We have something in common with these Greeks that arrive on the scene in John’s Gospel today.  They approach a disciple and say, “Sir, we wish to see Jesus.”  These Greeks were wanderers in search of truth, souls hungering for more, individuals seeking meaning.

The arrival of the Greeks was a sign to Jesus.

Every time I read this gospel, I remember a sign God gave me one time.  I had stopped at a McDonald’s in Dallas when I worked as a hospice chaplain.  I noticed a teenager who appeared to be homeless.  I felt like I should ask if he needed help but decided to ignore that nudge and get on with my day.  I pulled out of the parking lot, turning right and immediately ended up at a railroad crossing when the arms dropped to stop me in my tracks.  Obviously, I got the sign from God and returned to offer help to this homeless teen.  I wish God’s signs were always that clear.  No telling how many opportunities I have missed because there was not railroad crossing to stop me in my tracks!

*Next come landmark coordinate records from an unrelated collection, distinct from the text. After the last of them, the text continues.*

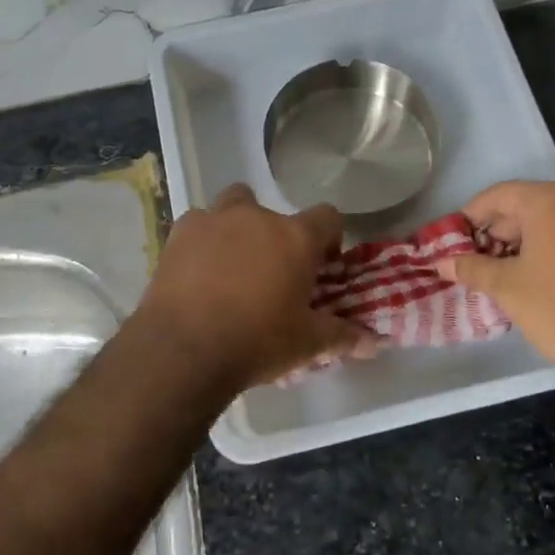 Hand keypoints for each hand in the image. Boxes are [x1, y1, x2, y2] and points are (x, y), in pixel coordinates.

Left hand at [136, 183, 379, 392]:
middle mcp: (257, 217)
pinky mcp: (179, 232)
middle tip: (273, 271)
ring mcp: (214, 219)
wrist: (183, 350)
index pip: (328, 217)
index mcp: (296, 237)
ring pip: (233, 204)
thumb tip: (375, 343)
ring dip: (238, 225)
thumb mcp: (307, 344)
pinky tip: (198, 270)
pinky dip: (202, 240)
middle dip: (278, 235)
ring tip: (233, 263)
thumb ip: (343, 336)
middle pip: (275, 210)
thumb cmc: (256, 342)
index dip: (329, 238)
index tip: (322, 265)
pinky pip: (198, 224)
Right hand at [436, 181, 554, 379]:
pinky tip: (538, 274)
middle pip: (530, 204)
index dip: (471, 215)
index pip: (501, 194)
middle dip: (500, 230)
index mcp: (554, 199)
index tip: (454, 238)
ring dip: (527, 240)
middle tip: (476, 258)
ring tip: (503, 270)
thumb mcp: (506, 287)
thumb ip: (471, 268)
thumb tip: (441, 263)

The Greeks were that kind of sign to Jesus.  They were the sign that told Jesus the time had come for him to offer his greatest act of love.  For God’s message through Jesus had traveled beyond the Hebrews to the Gentiles, beyond the Jews to the Greeks.  This is the first step to the Gospel being spread through the world.  Now Jesus gives himself for ALL people, not just the Jewish people.  Jesus’ love is for all nations, all races, all people.  Jesus’ love is for the poor and the rich, the old and the young, the free and the oppressed, the gay and the straight, the least and the great.  Jesus gives himself for all to draw all to God.  Did you catch that language?  “to draw all to God”?  Jesus does not drive us to God or force God on us, but invites us through his love into relationship with God.

God’s constant mission is to draw us to God’s self.  We hear this in Jeremiah – it is God’s initiative to restore relationship.  It is God who says:       “I will make a new covenant,”

“I will put my law within them,”

“I will write it on their hearts,”

“I will be their God,”

“I will forgive their sins” and

“I will remember their sin no more.”

This is God’s promise – the new covenant – that shows the extent of God’s grace and patience with us and for us.  We are God’s people – people who live by the grace of the new covenant in Jesus Christ.

God’s grace is extended to us through Jesus.  We might even find comfort in how Jesus models for us “prayers with loud cries and tears,” showing us that it is okay to cry out – to scream and holler, even – to call God’s attention to our circumstances, as if God isn’t already aware.

I have lost count of the number of people who have said to me about their anger, frustration, worries and concerns, “I could never say those things to God.”  But truly, God is as close as the very breath you breathe, knowing your burdens, sharing your tears.  It is in praying with bold honesty that we relate more deeply with God.  It is in praying with abandon that we connect more fully with God, with God who was clothed in the flesh of Jesus to show us that sometimes suffering is not just something to be endured, but something to be embraced.

That is not easy, but when we trust in the life-giving, redemptive grace of God to see us through our seasons of suffering, we are sure to find silver linings of God’s love and mercy breaking through, helping us to “see Jesus” even when our souls are troubled.

As we begin these last two weeks of Lent leading us to the foot of the cross, keep your sights set on “seeing Jesus”.  Try not to be as blind as I was and need a railroad crossing sign to help you “see Jesus.” Take every opportunity to serve him and follow him.  For on the other side of all this suffering is new life, indeed, resurrected life.